From the entries that follow, pick out all lines holding "Directions".

[Stored items]
┌──

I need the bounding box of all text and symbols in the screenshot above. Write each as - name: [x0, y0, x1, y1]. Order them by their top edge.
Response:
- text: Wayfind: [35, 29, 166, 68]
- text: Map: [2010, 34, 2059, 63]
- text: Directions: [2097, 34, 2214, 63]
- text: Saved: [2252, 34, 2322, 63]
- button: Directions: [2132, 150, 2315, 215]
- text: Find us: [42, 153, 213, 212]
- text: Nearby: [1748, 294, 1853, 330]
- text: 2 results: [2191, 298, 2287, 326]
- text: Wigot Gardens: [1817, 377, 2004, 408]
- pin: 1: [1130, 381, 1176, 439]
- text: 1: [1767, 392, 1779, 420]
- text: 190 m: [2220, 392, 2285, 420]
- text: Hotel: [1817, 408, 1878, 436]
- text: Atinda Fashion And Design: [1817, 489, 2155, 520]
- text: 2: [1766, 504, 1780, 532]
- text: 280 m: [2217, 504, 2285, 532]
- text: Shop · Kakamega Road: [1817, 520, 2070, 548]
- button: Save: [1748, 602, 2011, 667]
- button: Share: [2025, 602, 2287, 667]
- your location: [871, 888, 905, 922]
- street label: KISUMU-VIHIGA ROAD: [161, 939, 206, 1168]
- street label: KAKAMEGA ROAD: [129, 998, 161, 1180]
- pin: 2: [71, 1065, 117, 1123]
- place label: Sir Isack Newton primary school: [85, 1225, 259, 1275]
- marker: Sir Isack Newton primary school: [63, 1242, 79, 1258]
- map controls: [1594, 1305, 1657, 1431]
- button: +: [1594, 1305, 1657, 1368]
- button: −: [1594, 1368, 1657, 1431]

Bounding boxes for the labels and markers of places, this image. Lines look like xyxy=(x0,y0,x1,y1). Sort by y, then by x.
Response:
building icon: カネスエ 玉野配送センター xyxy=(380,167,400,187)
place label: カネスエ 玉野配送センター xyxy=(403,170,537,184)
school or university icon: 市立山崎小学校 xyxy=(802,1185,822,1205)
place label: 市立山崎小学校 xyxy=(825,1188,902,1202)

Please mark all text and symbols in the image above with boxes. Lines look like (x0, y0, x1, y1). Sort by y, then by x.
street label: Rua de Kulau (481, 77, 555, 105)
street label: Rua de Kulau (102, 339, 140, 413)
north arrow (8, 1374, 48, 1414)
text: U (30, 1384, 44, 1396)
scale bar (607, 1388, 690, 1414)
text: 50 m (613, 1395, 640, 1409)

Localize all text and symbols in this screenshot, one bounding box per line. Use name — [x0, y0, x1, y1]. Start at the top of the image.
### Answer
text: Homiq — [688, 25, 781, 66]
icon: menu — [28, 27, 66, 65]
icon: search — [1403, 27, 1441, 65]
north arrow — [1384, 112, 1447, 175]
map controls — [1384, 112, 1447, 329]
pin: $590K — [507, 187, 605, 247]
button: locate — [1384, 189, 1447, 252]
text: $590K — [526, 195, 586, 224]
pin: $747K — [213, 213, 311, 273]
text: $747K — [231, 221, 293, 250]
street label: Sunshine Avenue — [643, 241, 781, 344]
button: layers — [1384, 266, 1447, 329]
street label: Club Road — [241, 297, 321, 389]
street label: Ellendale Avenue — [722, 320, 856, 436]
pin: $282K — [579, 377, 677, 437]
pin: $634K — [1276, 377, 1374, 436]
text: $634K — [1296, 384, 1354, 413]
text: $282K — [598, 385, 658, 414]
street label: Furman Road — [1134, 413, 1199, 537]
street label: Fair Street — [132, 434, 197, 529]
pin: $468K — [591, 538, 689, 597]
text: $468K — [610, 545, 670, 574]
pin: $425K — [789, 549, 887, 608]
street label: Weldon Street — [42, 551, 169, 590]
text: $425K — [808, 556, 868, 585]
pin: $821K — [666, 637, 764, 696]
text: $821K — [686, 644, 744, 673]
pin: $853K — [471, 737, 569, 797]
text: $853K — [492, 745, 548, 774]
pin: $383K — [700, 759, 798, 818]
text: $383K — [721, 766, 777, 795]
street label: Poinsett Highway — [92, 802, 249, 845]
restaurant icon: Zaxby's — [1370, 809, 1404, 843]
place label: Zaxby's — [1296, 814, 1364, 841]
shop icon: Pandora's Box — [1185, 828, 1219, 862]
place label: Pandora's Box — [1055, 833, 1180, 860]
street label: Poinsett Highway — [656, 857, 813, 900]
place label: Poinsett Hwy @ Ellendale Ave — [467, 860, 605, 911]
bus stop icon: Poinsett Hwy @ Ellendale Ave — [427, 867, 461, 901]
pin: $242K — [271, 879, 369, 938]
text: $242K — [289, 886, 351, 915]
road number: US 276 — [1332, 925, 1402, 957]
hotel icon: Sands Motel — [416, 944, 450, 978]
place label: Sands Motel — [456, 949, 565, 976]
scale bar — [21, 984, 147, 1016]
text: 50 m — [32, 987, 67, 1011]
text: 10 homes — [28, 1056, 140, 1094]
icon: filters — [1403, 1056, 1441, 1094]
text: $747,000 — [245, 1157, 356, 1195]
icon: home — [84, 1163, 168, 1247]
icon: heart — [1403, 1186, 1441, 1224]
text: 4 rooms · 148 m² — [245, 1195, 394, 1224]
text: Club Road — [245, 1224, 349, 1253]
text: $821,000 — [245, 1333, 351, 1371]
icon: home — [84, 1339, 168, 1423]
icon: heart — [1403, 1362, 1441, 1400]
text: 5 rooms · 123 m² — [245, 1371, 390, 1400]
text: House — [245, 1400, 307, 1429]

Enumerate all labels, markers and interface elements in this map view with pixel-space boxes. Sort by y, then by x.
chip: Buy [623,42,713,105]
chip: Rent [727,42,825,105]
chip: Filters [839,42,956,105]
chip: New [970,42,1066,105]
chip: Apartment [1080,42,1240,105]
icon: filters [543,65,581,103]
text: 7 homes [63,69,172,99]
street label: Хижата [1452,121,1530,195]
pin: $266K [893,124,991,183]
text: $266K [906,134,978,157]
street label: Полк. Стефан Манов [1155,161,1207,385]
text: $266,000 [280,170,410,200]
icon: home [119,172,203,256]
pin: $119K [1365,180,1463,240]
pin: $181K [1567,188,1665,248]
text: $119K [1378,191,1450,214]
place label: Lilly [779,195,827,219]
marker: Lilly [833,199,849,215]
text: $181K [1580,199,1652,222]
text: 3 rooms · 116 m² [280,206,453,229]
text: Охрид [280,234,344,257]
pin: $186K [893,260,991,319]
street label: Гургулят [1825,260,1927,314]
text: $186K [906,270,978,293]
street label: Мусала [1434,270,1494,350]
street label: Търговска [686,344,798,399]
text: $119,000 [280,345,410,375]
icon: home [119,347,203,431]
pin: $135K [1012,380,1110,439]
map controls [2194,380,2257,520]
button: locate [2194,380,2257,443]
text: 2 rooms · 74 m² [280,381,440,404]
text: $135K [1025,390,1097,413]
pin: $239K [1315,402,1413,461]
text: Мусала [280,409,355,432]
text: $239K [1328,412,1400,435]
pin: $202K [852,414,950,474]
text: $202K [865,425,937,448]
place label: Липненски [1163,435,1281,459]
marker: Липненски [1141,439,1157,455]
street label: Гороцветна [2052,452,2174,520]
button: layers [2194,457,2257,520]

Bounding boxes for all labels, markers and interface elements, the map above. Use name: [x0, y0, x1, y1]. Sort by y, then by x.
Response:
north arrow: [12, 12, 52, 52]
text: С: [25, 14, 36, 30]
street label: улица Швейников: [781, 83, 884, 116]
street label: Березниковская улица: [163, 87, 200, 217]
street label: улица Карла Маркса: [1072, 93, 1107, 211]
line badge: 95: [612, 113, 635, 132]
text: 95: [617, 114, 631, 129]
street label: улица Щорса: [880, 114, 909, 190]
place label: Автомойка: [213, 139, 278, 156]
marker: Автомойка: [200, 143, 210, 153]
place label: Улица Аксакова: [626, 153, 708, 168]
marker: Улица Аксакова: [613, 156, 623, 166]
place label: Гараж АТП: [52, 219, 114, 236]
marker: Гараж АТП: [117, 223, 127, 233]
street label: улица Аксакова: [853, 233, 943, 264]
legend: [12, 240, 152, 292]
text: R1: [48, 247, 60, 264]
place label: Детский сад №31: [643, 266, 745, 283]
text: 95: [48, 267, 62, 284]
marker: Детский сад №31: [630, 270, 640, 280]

└──

**YOUR RESPONSE**
- text: Directions: [2097, 34, 2214, 63]
- button: Directions: [2132, 150, 2315, 215]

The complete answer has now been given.